I don’t presently care to argue that there is never any “need” to go down any given low road. In some cases I may support some low roads for some purposes. Locking up murderers, for instance. In other cases – torture – I have a much easier time saying “Never go there.” But what we see over and over again is that we judge high-road approaches as failures unless they produce nigh-instant and complete favorable results, while we show nearly infinite patience for journeys down the low road.

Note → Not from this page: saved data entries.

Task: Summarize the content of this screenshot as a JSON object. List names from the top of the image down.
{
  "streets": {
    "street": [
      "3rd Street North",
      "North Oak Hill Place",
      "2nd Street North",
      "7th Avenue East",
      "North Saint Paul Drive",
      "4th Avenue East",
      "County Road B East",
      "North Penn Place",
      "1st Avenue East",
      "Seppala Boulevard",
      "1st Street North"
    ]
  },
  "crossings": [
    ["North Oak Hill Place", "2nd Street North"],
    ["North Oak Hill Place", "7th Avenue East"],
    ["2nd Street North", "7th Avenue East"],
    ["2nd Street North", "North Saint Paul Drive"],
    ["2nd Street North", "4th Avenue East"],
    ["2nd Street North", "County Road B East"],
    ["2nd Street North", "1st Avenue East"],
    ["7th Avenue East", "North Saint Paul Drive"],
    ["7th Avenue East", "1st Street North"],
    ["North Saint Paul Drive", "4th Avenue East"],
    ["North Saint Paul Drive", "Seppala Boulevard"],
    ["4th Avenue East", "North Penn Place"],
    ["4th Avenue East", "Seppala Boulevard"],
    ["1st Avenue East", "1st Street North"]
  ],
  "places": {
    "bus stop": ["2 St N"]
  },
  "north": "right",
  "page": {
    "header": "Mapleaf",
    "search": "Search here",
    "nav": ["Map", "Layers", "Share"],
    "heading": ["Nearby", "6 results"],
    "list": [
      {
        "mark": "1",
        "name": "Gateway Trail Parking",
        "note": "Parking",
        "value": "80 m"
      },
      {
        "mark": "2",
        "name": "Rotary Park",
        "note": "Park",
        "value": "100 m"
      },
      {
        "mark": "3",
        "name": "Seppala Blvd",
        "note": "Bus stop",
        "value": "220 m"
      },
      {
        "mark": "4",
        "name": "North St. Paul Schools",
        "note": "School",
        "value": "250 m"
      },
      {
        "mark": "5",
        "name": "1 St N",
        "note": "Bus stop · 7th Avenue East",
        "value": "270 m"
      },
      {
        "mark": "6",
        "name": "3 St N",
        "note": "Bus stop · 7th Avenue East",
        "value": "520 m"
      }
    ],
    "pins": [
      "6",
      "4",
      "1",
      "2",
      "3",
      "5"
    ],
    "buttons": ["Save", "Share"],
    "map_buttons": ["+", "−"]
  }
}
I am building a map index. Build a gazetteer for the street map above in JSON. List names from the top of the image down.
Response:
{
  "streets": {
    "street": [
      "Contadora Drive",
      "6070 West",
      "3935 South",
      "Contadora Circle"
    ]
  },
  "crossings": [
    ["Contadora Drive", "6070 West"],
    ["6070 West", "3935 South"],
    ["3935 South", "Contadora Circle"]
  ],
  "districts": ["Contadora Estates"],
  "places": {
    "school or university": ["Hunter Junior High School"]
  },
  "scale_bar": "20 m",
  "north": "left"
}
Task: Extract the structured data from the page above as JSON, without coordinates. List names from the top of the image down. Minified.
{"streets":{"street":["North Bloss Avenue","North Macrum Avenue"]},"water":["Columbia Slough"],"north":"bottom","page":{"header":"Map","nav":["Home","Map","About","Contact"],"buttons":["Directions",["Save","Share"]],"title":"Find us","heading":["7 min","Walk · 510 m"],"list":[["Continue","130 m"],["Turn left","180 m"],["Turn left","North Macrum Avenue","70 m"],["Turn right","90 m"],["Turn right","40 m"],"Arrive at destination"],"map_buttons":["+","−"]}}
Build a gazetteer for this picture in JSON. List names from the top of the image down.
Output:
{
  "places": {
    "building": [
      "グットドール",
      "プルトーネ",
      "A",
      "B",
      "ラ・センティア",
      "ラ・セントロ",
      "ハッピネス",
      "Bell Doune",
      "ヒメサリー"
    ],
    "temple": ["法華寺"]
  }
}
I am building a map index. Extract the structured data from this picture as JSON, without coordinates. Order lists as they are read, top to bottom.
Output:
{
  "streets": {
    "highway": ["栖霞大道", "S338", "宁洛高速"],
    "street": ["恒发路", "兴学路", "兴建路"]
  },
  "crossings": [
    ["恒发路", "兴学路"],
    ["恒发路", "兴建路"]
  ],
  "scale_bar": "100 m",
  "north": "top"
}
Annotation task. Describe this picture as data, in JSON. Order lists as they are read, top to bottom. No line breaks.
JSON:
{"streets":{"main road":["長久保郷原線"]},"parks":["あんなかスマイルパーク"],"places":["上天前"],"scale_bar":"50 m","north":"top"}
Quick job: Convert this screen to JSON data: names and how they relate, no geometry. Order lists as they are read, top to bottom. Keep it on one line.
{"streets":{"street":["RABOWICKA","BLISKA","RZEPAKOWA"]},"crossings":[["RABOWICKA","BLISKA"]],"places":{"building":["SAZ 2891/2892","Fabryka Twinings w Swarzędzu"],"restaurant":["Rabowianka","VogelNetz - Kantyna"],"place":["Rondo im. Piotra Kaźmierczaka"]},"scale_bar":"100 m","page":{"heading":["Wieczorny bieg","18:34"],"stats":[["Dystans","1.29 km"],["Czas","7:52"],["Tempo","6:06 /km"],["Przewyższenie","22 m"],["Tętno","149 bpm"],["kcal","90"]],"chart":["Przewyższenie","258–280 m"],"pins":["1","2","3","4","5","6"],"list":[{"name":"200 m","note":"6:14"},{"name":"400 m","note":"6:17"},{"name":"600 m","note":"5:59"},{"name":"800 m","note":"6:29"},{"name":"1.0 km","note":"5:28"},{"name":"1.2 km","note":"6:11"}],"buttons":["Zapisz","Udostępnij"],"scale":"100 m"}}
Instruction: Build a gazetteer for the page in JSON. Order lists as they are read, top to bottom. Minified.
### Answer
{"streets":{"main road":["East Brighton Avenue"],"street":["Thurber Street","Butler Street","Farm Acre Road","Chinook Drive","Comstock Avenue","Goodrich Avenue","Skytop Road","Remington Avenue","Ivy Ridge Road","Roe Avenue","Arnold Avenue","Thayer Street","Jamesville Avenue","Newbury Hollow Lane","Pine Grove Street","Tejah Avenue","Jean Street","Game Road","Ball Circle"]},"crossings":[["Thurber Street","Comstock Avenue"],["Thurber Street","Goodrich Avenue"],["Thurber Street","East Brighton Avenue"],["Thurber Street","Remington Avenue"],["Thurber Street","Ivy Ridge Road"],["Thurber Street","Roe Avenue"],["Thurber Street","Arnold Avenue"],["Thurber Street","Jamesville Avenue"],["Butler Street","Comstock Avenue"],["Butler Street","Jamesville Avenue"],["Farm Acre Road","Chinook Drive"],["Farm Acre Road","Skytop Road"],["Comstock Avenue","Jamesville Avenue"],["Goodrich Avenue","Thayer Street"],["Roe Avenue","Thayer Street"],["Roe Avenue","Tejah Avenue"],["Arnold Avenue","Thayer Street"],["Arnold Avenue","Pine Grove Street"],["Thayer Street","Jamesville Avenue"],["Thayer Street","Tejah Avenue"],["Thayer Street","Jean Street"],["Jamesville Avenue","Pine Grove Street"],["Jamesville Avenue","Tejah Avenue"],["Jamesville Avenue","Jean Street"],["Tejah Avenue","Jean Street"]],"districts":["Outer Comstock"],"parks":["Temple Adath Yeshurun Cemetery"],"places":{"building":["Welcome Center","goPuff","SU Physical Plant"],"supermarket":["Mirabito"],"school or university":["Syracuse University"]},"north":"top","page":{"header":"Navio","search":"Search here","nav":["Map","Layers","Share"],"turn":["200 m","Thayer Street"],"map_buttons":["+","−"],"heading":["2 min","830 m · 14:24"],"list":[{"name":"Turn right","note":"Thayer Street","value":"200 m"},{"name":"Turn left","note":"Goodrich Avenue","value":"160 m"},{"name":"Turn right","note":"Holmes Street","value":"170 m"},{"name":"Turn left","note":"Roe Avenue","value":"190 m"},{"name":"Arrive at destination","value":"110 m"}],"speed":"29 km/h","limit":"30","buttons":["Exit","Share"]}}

Nine years into the invasion of Afghanistan we have to agree that pulling out after a decade is just too soon. Back in 2001, the Taliban’s failure to turn over Osama bin Laden within a couple of weeks showed the hopelessness of diplomacy. When torture “works” at all it takes weeks and months, just like more classic rapport-building methods of interrogation. And it involves more false positives. Plus, oh I forgot to mention, it is deeply evil. But even though classic interrogation methods produce statistically better results, we live in fear that there may be some time somewhere that torture might get an answer that classic interrogation missed, so of course we must continually torture for that possible moment’s sake…

The war on drugs will surely work at some point – we’ve only been at it for 90-odd years, trillions of dollars and countless deaths and humiliations. But should anyone anywhere decriminalize anything, a single death or inconvenience in the first week would condemn the entire effort.

The distinction Jim’s drawing here is closely related to the top-down/bottom-up distinction I’ve been exploring. A big part of the problem, I think, is that it’s just much harder to articulate how and why “high road”, bottom-up strategies will work.

We’ve seen how counterintuitive people find Wikipedia compared with the traditional editing process. In Jim’s examples, the same basic fallacy is at work, there’s just more violence involved. It’s easy to tell a story about how a blockade will work: you make a list of stuff you don’t want the regime you’re blockading to have and prevent it from having them. It’s much harder to explain how free trade can undermine despotic regimes, because it’s a decentralized process involving thousands of personal cross-border relationships. Likewise, it’s easy to explain how shooting a suspected terrorist with a Predator will reduce future terrorism. It’s much harder to explain the subtle ways that declining to shoot a suspected terrorist (who might, remember, actually be innocent) with a Predator drone might help in the long-run effort to fight terrorists. So too often we opt for top-down strategies that produce what seem to be direct and immediate results (even though they have terrible side effects) over bottom-up strategies that work in more subtle and indirect ways but work better in the long run.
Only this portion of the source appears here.